1.1.2 – Les typologies de l’implication
11L’une des premières définitions « multidimensionnelles » de l’implication de l’individu au sein de l’organisation revient à Kelman (1958). L’auteur propose trois dimensions de l’implication considérées en psychologie sociale comme des niveaux d’influence. Une première dimension basée sur l’acquiescement ou la complaisance ou encore l’échange : le sujet est impliqué « lorsque la source d’influence possède une emprise sociale sur la cible (Gosling, 1996, p. 92) ». On peut dire par exemple que la récompense détermine l’implication de l’individu en échange de son travail ; Une deuxième dimension basée sur l’identification : dans ce cas de figure, l’individu souhaite maintenir des relations positives avec un groupe de référence qui l’attire.
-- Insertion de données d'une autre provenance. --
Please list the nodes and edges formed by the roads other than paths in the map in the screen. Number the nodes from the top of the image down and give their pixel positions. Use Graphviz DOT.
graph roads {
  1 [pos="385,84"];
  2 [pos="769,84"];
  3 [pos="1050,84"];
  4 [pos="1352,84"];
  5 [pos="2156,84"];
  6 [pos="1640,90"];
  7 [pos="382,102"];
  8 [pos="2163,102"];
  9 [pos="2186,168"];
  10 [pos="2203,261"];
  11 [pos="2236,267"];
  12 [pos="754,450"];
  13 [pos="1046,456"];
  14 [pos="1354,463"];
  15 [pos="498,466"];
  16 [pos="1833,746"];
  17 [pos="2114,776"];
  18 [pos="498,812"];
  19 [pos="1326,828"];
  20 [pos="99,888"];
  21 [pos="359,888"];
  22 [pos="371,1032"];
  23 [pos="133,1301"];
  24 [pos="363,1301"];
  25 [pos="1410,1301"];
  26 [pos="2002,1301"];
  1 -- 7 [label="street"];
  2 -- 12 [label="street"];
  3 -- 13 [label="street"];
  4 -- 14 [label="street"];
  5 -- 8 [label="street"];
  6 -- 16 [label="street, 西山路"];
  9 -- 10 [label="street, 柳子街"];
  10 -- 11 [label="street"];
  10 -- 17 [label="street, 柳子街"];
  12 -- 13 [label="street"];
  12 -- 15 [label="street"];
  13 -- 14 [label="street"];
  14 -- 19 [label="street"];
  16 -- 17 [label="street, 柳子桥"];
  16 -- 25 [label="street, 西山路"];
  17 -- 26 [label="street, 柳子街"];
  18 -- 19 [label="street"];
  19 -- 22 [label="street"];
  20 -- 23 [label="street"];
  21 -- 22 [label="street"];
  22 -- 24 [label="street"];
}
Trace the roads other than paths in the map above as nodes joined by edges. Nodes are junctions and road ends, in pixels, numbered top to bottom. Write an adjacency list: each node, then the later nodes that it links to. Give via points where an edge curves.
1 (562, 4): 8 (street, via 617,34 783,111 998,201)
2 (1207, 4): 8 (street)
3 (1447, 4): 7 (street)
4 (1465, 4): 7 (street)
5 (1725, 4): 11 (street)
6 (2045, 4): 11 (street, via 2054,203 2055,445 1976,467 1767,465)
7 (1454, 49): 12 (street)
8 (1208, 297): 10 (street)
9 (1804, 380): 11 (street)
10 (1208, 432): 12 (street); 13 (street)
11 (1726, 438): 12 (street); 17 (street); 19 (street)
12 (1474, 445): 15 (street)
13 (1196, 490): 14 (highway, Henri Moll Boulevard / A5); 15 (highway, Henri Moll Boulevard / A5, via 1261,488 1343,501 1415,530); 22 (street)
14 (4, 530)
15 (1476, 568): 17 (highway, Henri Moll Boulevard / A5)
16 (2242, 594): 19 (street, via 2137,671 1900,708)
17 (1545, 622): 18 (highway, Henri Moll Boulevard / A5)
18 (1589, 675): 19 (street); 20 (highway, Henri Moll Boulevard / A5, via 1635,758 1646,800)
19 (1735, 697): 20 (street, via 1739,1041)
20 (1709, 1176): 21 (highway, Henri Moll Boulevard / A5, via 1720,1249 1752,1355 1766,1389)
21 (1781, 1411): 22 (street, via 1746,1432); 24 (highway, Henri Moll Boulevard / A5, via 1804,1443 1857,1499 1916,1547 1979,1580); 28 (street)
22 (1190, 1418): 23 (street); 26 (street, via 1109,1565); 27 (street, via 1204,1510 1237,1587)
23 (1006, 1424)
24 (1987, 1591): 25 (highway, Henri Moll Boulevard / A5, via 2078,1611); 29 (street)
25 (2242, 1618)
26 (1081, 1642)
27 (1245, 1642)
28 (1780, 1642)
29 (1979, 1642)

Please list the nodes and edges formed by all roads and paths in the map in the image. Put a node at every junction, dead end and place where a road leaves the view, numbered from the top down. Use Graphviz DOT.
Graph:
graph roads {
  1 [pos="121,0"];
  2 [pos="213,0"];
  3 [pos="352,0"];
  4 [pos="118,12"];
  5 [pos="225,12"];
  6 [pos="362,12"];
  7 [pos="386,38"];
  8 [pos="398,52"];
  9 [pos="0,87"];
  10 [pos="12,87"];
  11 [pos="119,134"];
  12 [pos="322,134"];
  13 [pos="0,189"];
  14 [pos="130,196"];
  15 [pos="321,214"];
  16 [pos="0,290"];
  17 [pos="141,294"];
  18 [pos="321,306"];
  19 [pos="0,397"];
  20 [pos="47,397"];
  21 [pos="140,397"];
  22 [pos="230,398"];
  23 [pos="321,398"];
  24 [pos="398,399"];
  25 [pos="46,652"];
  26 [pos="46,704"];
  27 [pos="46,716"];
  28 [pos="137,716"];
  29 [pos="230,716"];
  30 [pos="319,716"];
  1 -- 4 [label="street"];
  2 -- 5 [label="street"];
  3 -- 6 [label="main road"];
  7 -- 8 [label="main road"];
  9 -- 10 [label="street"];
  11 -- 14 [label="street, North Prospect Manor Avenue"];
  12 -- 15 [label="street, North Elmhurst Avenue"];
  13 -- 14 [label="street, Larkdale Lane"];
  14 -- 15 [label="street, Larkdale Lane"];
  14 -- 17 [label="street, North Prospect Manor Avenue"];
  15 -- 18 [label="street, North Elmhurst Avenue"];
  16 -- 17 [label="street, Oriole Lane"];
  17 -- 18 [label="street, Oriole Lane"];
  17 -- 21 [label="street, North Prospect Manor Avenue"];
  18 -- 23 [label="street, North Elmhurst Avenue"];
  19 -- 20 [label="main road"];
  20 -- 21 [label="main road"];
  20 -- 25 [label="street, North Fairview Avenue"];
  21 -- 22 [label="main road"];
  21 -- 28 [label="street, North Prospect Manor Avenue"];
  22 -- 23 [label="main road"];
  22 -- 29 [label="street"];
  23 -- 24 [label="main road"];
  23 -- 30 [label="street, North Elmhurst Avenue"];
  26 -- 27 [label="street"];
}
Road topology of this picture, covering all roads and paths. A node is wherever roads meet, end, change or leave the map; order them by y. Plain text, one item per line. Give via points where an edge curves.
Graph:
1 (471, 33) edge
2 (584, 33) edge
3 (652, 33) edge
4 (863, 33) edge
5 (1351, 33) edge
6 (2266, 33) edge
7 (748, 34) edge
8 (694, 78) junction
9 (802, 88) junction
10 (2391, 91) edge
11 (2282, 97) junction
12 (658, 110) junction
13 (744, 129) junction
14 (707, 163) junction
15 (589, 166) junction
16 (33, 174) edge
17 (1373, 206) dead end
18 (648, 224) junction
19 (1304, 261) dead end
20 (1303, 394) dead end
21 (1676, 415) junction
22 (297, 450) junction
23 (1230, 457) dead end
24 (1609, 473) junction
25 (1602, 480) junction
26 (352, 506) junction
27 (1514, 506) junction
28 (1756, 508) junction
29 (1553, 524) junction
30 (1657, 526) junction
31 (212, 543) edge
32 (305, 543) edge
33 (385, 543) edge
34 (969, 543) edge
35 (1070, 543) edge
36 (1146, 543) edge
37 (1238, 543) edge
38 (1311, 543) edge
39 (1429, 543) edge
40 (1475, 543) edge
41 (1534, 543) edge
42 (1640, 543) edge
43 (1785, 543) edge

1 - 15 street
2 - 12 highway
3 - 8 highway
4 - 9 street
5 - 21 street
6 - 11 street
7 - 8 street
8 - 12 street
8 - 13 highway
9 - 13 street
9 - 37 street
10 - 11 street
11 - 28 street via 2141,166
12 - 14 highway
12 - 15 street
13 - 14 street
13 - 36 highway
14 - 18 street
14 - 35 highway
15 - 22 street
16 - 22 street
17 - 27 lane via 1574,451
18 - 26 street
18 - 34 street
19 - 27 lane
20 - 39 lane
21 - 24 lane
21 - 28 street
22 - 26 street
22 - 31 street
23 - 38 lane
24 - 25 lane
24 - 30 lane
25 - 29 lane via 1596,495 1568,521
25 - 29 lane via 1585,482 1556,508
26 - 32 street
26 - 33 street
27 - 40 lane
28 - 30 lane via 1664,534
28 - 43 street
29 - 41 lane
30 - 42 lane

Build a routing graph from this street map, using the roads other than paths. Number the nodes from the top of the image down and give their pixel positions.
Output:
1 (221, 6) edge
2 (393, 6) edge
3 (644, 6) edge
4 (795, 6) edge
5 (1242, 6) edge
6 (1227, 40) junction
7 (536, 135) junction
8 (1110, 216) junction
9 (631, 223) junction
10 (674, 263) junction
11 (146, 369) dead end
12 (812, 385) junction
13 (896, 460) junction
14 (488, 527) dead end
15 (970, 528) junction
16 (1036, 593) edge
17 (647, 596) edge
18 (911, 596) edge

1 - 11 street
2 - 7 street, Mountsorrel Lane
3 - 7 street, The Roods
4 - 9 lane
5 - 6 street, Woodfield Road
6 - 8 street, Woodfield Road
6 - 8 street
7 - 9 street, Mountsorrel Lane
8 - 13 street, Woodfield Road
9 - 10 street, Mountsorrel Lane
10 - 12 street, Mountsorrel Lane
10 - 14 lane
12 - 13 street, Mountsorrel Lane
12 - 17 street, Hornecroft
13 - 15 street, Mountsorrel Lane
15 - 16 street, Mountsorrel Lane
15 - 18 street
Le plus important pour l’individu dans ce cas est sa relation vis-à-vis au groupe ; Une dimension fondée sur l’intériorisation : ici l’implication n’est plus la résultante d’un contrôle social mais le « fait que le contenu évoqué par la source d’influence est intégré dans le système de valeurs du sujet ». Ainsi, de par son implication, « l’individu recherche la congruence entre ses valeurs et celles de l’organisation » (Chevreuil, 2009).
12En partant de ces trois dimensions proposées par Kelman (1958), Kanter (1968) va distinguer trois « systèmes sociaux majeurs » ayant trait à l’implication organisationnelle des acteurs : « continuance, cohesion, control ».
- l’implication continue (continuance commitment) dépend de la perception de l’individu des coûts éventuellement liés à son départ de l’organisation ;
- l’implication de cohésion exprime l’attachement psychologique de l’individu à l’organisation ;
- l’implication contrôle désigne le cas où l’individu adapte son comportement aux normes de l’organisation. L’implication contrôle fait référence à l’intériorisation chez Kelman (1985).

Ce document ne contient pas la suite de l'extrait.